Physical Address    Transport name ====================================================
00-12-3F-B1-17-A5   \Device\Tcpip_{E9AB5EFE-77C6-453B-93DC-38C9F6F37820}      
41-56-45-00-00-30   N/A

         Solution: getmac DOS command come with windows 7 easy use and get MAC Address unique number on your computer . Don't forget It is unique number of LAN Card. (or Network interface Card).

#3. using nbtstat command
      c:\windows>nbtstat -a [your ip address]
      c:\windows>nbtstat -a 192.168.0.8

Local Area Connection:
 Node IpAddress: [192.168.0.8] Scope Id: []

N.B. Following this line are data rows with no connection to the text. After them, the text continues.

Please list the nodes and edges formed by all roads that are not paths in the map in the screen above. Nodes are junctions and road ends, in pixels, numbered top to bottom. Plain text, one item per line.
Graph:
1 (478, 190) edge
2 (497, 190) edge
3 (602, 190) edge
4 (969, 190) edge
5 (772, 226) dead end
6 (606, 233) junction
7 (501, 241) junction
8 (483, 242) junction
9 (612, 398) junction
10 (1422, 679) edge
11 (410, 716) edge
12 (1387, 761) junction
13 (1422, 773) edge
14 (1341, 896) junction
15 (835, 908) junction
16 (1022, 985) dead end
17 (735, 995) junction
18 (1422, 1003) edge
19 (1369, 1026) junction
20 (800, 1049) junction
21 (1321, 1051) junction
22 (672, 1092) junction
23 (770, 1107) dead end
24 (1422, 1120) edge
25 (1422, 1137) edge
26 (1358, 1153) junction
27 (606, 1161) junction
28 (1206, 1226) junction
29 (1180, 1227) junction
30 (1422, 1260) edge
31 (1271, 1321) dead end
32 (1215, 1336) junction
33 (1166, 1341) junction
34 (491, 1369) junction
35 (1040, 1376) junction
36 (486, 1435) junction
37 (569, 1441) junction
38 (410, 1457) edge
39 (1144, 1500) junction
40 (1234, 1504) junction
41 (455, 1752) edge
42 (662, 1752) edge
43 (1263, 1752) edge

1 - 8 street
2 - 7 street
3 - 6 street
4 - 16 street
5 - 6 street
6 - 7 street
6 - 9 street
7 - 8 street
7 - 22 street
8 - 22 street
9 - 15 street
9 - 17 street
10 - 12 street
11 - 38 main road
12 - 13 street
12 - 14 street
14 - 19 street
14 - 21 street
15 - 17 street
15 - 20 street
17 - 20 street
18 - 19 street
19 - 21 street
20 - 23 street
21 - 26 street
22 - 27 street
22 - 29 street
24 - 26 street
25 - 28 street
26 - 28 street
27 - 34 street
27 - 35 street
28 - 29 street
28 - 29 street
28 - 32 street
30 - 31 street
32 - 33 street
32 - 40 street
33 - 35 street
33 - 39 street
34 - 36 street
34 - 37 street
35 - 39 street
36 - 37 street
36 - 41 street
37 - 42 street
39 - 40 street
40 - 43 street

           NetBIOS Remote Machine Name Table

       Name               Type         Status
    ---------------------------------------------
    JUPITOR        <20>  UNIQUE      Registered 
    JUPITOR        <00>  UNIQUE      Registered 
    WORKGROUP      <00>  GROUP       Registered 
    WORKGROUP      <1E>  GROUP       Registered 
    WORKGROUP      <1D>  UNIQUE      Registered 
    ..__MSBROWSE__.<01>  GROUP       Registered 

    MAC Address = 00-12-3F-B1-17-A5
--end--

MAC Address Format                 MAC addresses are 48 bits, expressed as 12 hexadecimal digits (0-9, plus A-F, capitalized). The 12 hex digits of source address consist of vendor of the Ethernet network interface.
                 xx-xx-xx-xx
                 00-12-3f- xx-xx-xx is Dell inc.
Reference : Ethernet MAC

♦ To find your IP address

This is basic command , How to check what is your IP Address on your PC?

c:\windows> ipconfig

Windows IP Configuration

   Host Name . . . . . . . . . . . . : jupitor
   Primary Dns Suffix  . . . . . . . : 
   Node Type . . . . . . . . . . . . : Hybrid
   IP Routing Enabled. . . . . . . . : No
   WINS Proxy Enabled. . . . . . . . : No

Ethernet adapter Local Area Connection:

   Connection-specific DNS Suffix  . : 
   Description . . . . . . . . . . . : Broadcom NetXtreme 57xx Gigabit Controller
   Physical Address. . . . . . . . . : 00-12-3F-B1-17-A5
   DHCP Enabled. . . . . . . . . . . : Yes
   Autoconfiguration Enabled . . . . : Yes
   Link-local IPv6 Address . . . . . : fe80::1843:faab:fc4:2c9a%12(Preferred) 
   IPv4 Address. . . . . . . . . . . : 192.168.0.5(Preferred) 
   Subnet Mask . . . . . . . . . . . : 255.255.255.0
   Lease Obtained. . . . . . . . . . : 20 july 2553 15:52:03
   Lease Expires . . . . . . . . . . : 21 july 2553 15:52:03
   Default Gateway . . . . . . . . . : 192.168.0.1
   DHCP Server . . . . . . . . . . . : 192.168.0.1
   DHCPv6 IAID . . . . . . . . . . . : 251662911
   DHCPv6 Client DUID. . . . . . . . : 00-01-00-01-13-88-46-01-00-12-3F-B1-15-A5
   DNS Servers . . . . . . . . . . . : 192.168.0.1
   NetBIOS over Tcpip. . . . . . . . : Enabled

Tunnel adapter isatap.{E9AB5EFE-77C6-453B-93DC-38C9F6F37820}:

   Media State . . . . . . . . . . . : Media disconnected
   Connection-specific DNS Suffix  . : 
   Description . . . . . . . . . . . : Microsoft ISATAP Adapter
   Physical Address. . . . . . . . . : 00-00-00-00-00-00-00-E0
   DHCP Enabled. . . . . . . . . . . : No
   Autoconfiguration Enabled . . . . : Yes

Tunnel adapter Local Area Connection* 9:

   Connection-specific DNS Suffix  . : 
   Description . . . . . . . . . . . : Microsoft Teredo Tunneling Adapter
   Physical Address. . . . . . . . . : 00-00-00-00-00-00-00-E0
   DHCP Enabled. . . . . . . . . . . : No
   Autoconfiguration Enabled . . . . : Yes
   IPv6 Address. . . . . . . . . . . : 2001:0:4137:9e76:16:dab6:82e6:1a24(Preferred) 
   Link-local IPv6 Address . . . . . : fe80::16:dab6:82e6:1a24%11(Preferred) 
   Default Gateway . . . . . . . . . : ::
   NetBIOS over Tcpip. . . . . . . . : Disabled

This command is easy for examine what is your IP address , let see above red highlight.